WHAT YOU HAVE TO DO: Isolate every line in the records below with "BARU" in it.

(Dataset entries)

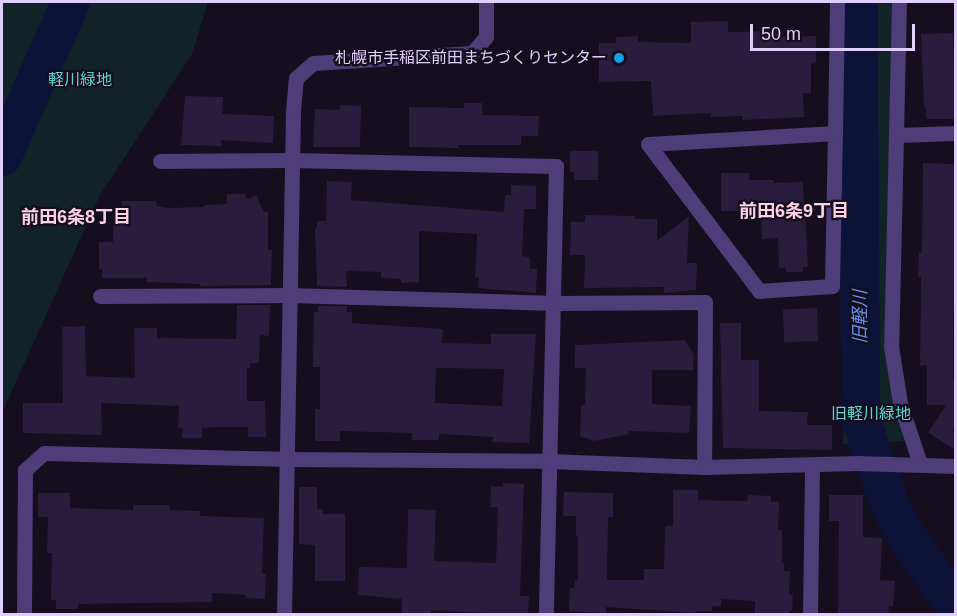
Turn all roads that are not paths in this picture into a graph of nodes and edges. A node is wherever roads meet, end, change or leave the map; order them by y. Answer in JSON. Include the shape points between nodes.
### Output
{"nodes":[{"id":1,"x":486,"y":2,"type":"edge"},
{"id":2,"x":837,"y":2,"type":"edge"},
{"id":3,"x":899,"y":2,"type":"edge"},
{"id":4,"x":835,"y":133,"type":"junction"},
{"id":5,"x":956,"y":133,"type":"edge"},
{"id":6,"x":896,"y":135,"type":"junction"},
{"id":7,"x":292,"y":160,"type":"junction"},
{"id":8,"x":160,"y":161,"type":"dead end"},
{"id":9,"x":289,"y":295,"type":"junction"},
{"id":10,"x":100,"y":296,"type":"dead end"},
{"id":11,"x":555,"y":303,"type":"junction"},
{"id":12,"x":287,"y":459,"type":"junction"},
{"id":13,"x":549,"y":461,"type":"junction"},
{"id":14,"x":920,"y":464,"type":"junction"},
{"id":15,"x":812,"y":465,"type":"junction"},
{"id":16,"x":956,"y":466,"type":"edge"},
{"id":17,"x":704,"y":467,"type":"junction"},
{"id":18,"x":24,"y":615,"type":"edge"},
{"id":19,"x":284,"y":615,"type":"edge"},
{"id":20,"x":546,"y":615,"type":"edge"},
{"id":21,"x":810,"y":615,"type":"edge"}],
"edges":[{"from":1,"to":7,"type":"street","via":[[486,37],[472,53],[313,63],[296,78]]},
{"from":2,"to":4,"type":"street"},
{"from":3,"to":6,"type":"street"},
{"from":4,"to":4,"type":"street","via":[[832,286],[759,291],[648,144]]},
{"from":5,"to":6,"type":"street"},
{"from":6,"to":14,"type":"street","via":[[891,346],[900,403]]},
{"from":7,"to":8,"type":"street"},
{"from":7,"to":9,"type":"street"},
{"from":7,"to":11,"type":"street","via":[[556,166]]},
{"from":9,"to":10,"type":"street"},
{"from":9,"to":11,"type":"street"},
{"from":9,"to":12,"type":"street"},
{"from":11,"to":13,"type":"street"},
{"from":11,"to":17,"type":"street","via":[[705,302]]},
{"from":12,"to":13,"type":"street"},
{"from":12,"to":18,"type":"street","via":[[44,453],[25,470]]},
{"from":12,"to":19,"type":"street"},
{"from":13,"to":17,"type":"street"},
{"from":13,"to":20,"type":"street"},
{"from":14,"to":15,"type":"street"},
{"from":14,"to":16,"type":"street"},
{"from":15,"to":17,"type":"street"},
{"from":15,"to":21,"type":"street"}]}
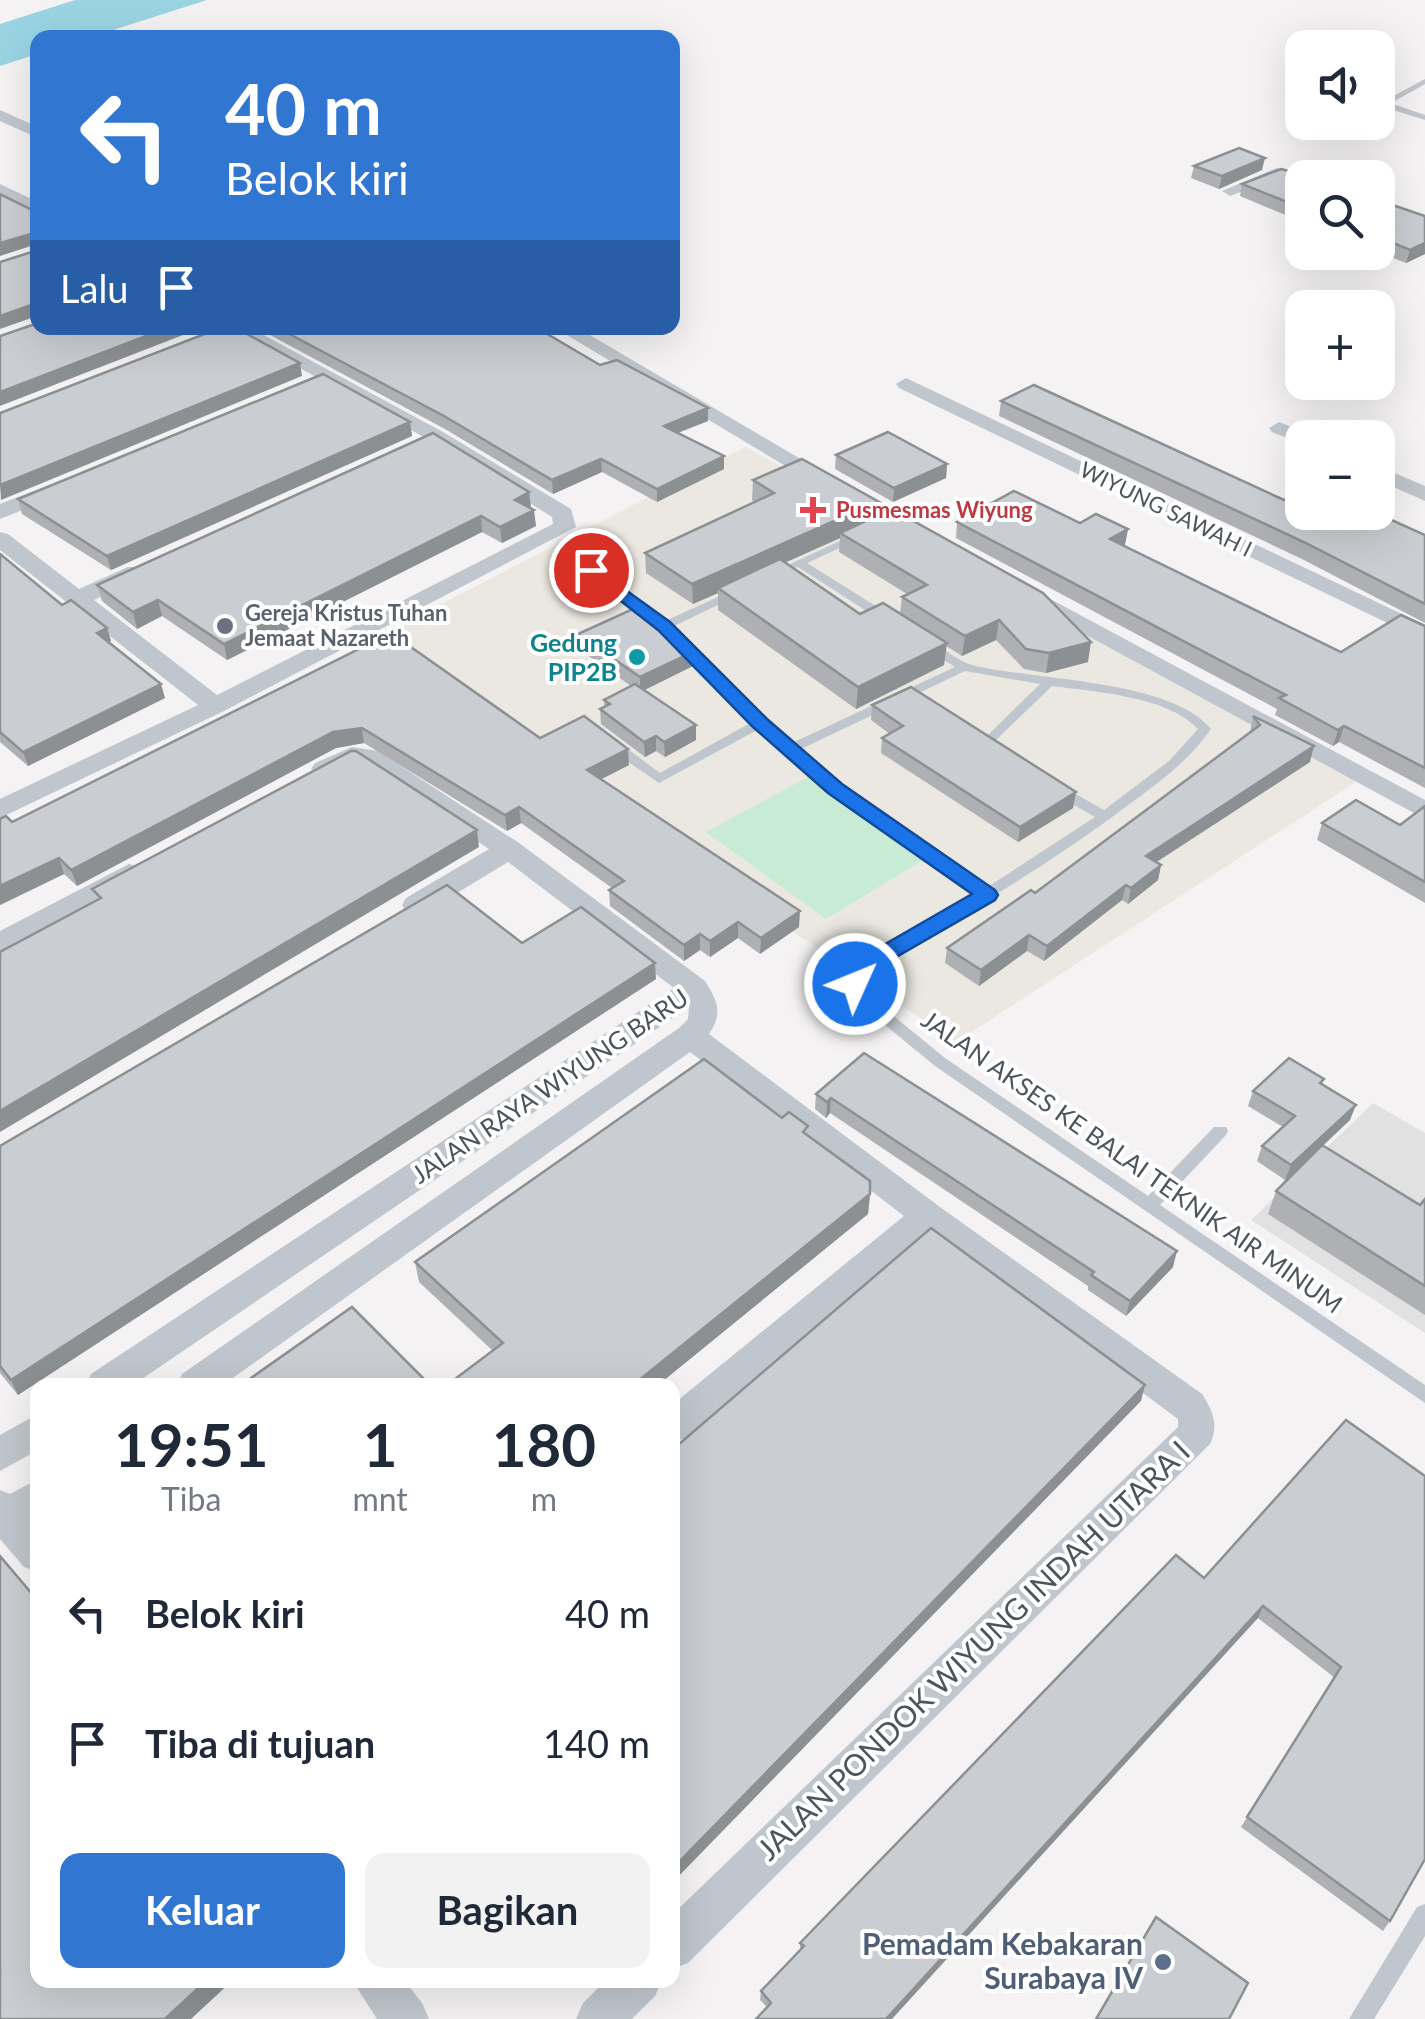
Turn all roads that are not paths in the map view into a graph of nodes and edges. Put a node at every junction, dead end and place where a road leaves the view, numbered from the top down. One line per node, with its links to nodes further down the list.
1 (1423, 84): 3 (lane)
2 (0, 115): 4 (street)
3 (1425, 118)
4 (30, 129)
5 (1285, 175): 6 (street)
6 (1230, 191)
7 (4, 195): 8 (street)
8 (30, 205)
9 (249, 335): 35 (street)
10 (577, 335): 16 (street)
11 (906, 384): 30 (street, WIYUNG SAWAH I)
12 (1279, 428): 13 (street)
13 (1285, 431)
14 (1395, 480): 17 (street)
15 (73, 482): 18 (street)
16 (847, 492)
17 (1425, 494)
18 (0, 512)
19 (859, 535): 22 (lane)
20 (0, 539): 27 (street)
21 (166, 559): 27 (street)
22 (799, 563): 24 (lane); 29 (lane)
23 (591, 570): 28 (lane)
24 (782, 571)
25 (1000, 578): 34 (street)
26 (748, 587): 28 (lane)
27 (75, 600): 35 (street)
28 (664, 626): 37 (lane)
29 (898, 626)
30 (1425, 634)
31 (914, 636): 32 (lane)
32 (964, 667): 33 (lane); 39 (lane)
33 (1049, 682): 36 (lane); 40 (lane)
34 (1218, 698): 36 (lane); 44 (street)
35 (215, 706): 43 (street)
36 (1190, 714): 45 (lane)
37 (760, 723): 38 (lane); 39 (lane)
38 (608, 741)
39 (790, 748): 48 (lane)
40 (1010, 762)
41 (1041, 780): 45 (lane)
42 (295, 784): 46 (street)
43 (4, 802)
44 (1425, 811)
45 (1105, 817): 48 (lane)
46 (509, 849): 49 (street); 51 (street)
47 (156, 859): 50 (street)
48 (987, 895): 54 (lane, JALAN AKSES KE BALAI TEKNIK AIR MINUM)
49 (390, 920)
50 (0, 943)
51 (695, 988): 52 (street, JALAN RAYA WIYUNG BARU); 56 (street, JALAN RAYA WIYUNG BARU)
52 (690, 1036): 55 (street, JALAN PONDOK WIYUNG INDAH UTARA I); 57 (street, JALAN RAYA WIYUNG BARU)
53 (1220, 1131): 54 (lane)
54 (1150, 1206): 58 (lane, JALAN AKSES KE BALAI TEKNIK AIR MINUM)
55 (928, 1216): 59 (street); 65 (street, JALAN PONDOK WIYUNG INDAH UTARA I)
56 (114, 1378)
57 (204, 1378)
58 (1425, 1395)
59 (680, 1421)
60 (30, 1435): 61 (street)
61 (0, 1455)
62 (11, 1510): 63 (street)
63 (30, 1541)
64 (1425, 1915): 70 (lane)
65 (680, 1939)
66 (381, 1988): 68 (street)
67 (631, 1988): 69 (street)
68 (406, 2019)
69 (599, 2019)
70 (1361, 2019)

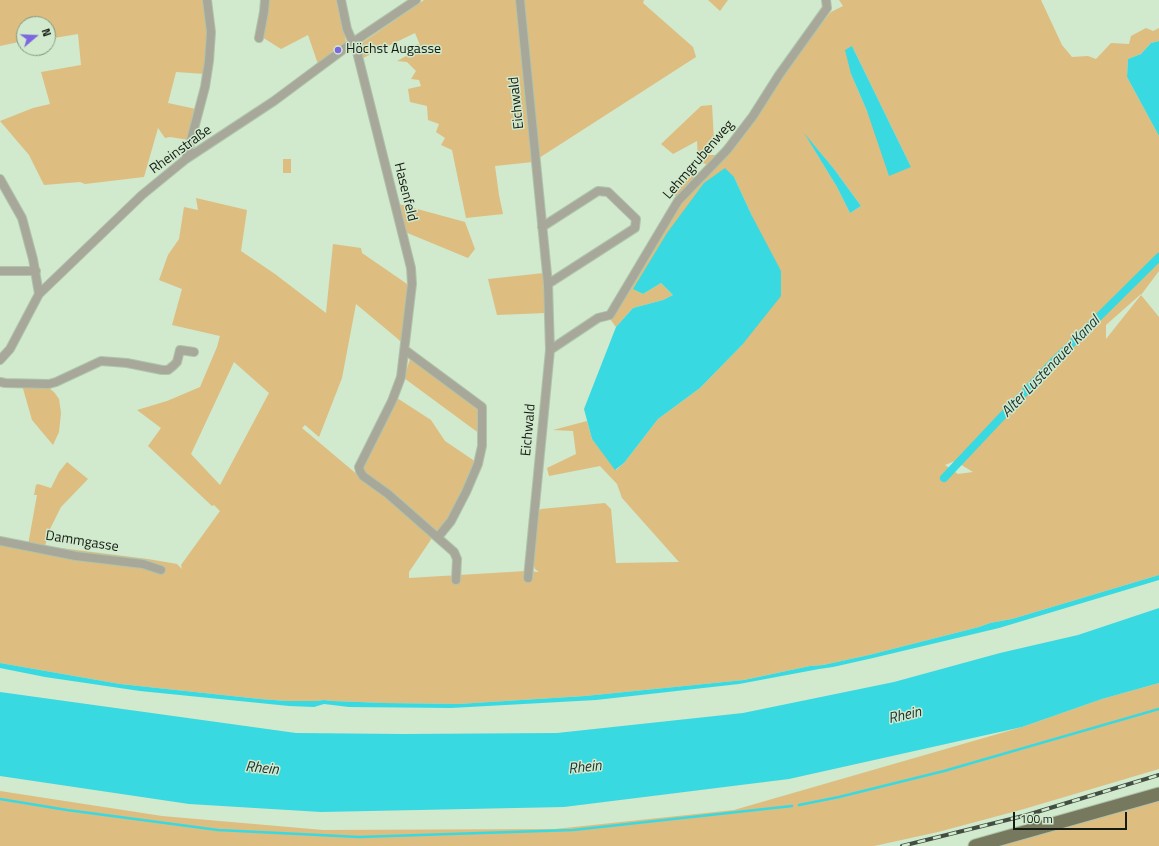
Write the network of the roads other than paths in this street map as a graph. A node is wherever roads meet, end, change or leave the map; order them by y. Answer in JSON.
{"nodes":[{"id":1,"x":207,"y":0,"type":"edge"},
{"id":2,"x":265,"y":0,"type":"edge"},
{"id":3,"x":341,"y":0,"type":"edge"},
{"id":4,"x":416,"y":0,"type":"edge"},
{"id":5,"x":520,"y":0,"type":"edge"},
{"id":6,"x":827,"y":4,"type":"edge"},
{"id":7,"x":259,"y":38,"type":"dead end"},
{"id":8,"x":352,"y":43,"type":"junction"},
{"id":9,"x":186,"y":159,"type":"junction"},
{"id":10,"x":0,"y":179,"type":"edge"},
{"id":11,"x":542,"y":227,"type":"junction"},
{"id":12,"x":0,"y":270,"type":"edge"},
{"id":13,"x":36,"y":271,"type":"junction"},
{"id":14,"x":548,"y":284,"type":"junction"},
{"id":15,"x":39,"y":294,"type":"junction"},
{"id":16,"x":405,"y":350,"type":"junction"},
{"id":17,"x":550,"y":350,"type":"junction"},
{"id":18,"x":194,"y":352,"type":"dead end"},
{"id":19,"x":0,"y":360,"type":"edge"},
{"id":20,"x":0,"y":382,"type":"edge"},
{"id":21,"x":438,"y":537,"type":"junction"},
{"id":22,"x":0,"y":541,"type":"edge"},
{"id":23,"x":161,"y":570,"type":"dead end"},
{"id":24,"x":528,"y":578,"type":"dead end"},
{"id":25,"x":456,"y":580,"type":"dead end"},
{"id":26,"x":1159,"y":794,"type":"edge"},
{"id":27,"x":975,"y":846,"type":"edge"}],
"edges":[{"from":1,"to":9,"type":"street"},
{"from":2,"to":7,"type":"street"},
{"from":3,"to":8,"type":"street","name":"Hasenfeld"},
{"from":4,"to":8,"type":"street","name":"Rheinstraße"},
{"from":5,"to":11,"type":"street","name":"Eichwald"},
{"from":6,"to":17,"type":"street","name":"Lehmgrubenweg"},
{"from":8,"to":9,"type":"street","name":"Rheinstraße"},
{"from":8,"to":16,"type":"street","name":"Hasenfeld"},
{"from":9,"to":15,"type":"street","name":"Rheinstraße"},
{"from":10,"to":13,"type":"street"},
{"from":11,"to":14,"type":"street","name":"Eichwald"},
{"from":11,"to":14,"type":"street"},
{"from":12,"to":13,"type":"street"},
{"from":13,"to":15,"type":"street"},
{"from":14,"to":17,"type":"street","name":"Eichwald"},
{"from":15,"to":19,"type":"street","name":"Rheinstraße"},
{"from":16,"to":21,"type":"street","name":"Hasenfeld"},
{"from":16,"to":21,"type":"street"},
{"from":17,"to":24,"type":"street","name":"Eichwald"},
{"from":18,"to":20,"type":"street"},
{"from":21,"to":25,"type":"street","name":"Hasenfeld"},
{"from":22,"to":23,"type":"street","name":"Dammgasse"},
{"from":26,"to":27,"type":"main road"}]}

WRITTEN SOLUTION:
51 (695, 988): 52 (street, JALAN RAYA WIYUNG BARU); 56 (street, JALAN RAYA WIYUNG BARU)
52 (690, 1036): 55 (street, JALAN PONDOK WIYUNG INDAH UTARA I); 57 (street, JALAN RAYA WIYUNG BARU)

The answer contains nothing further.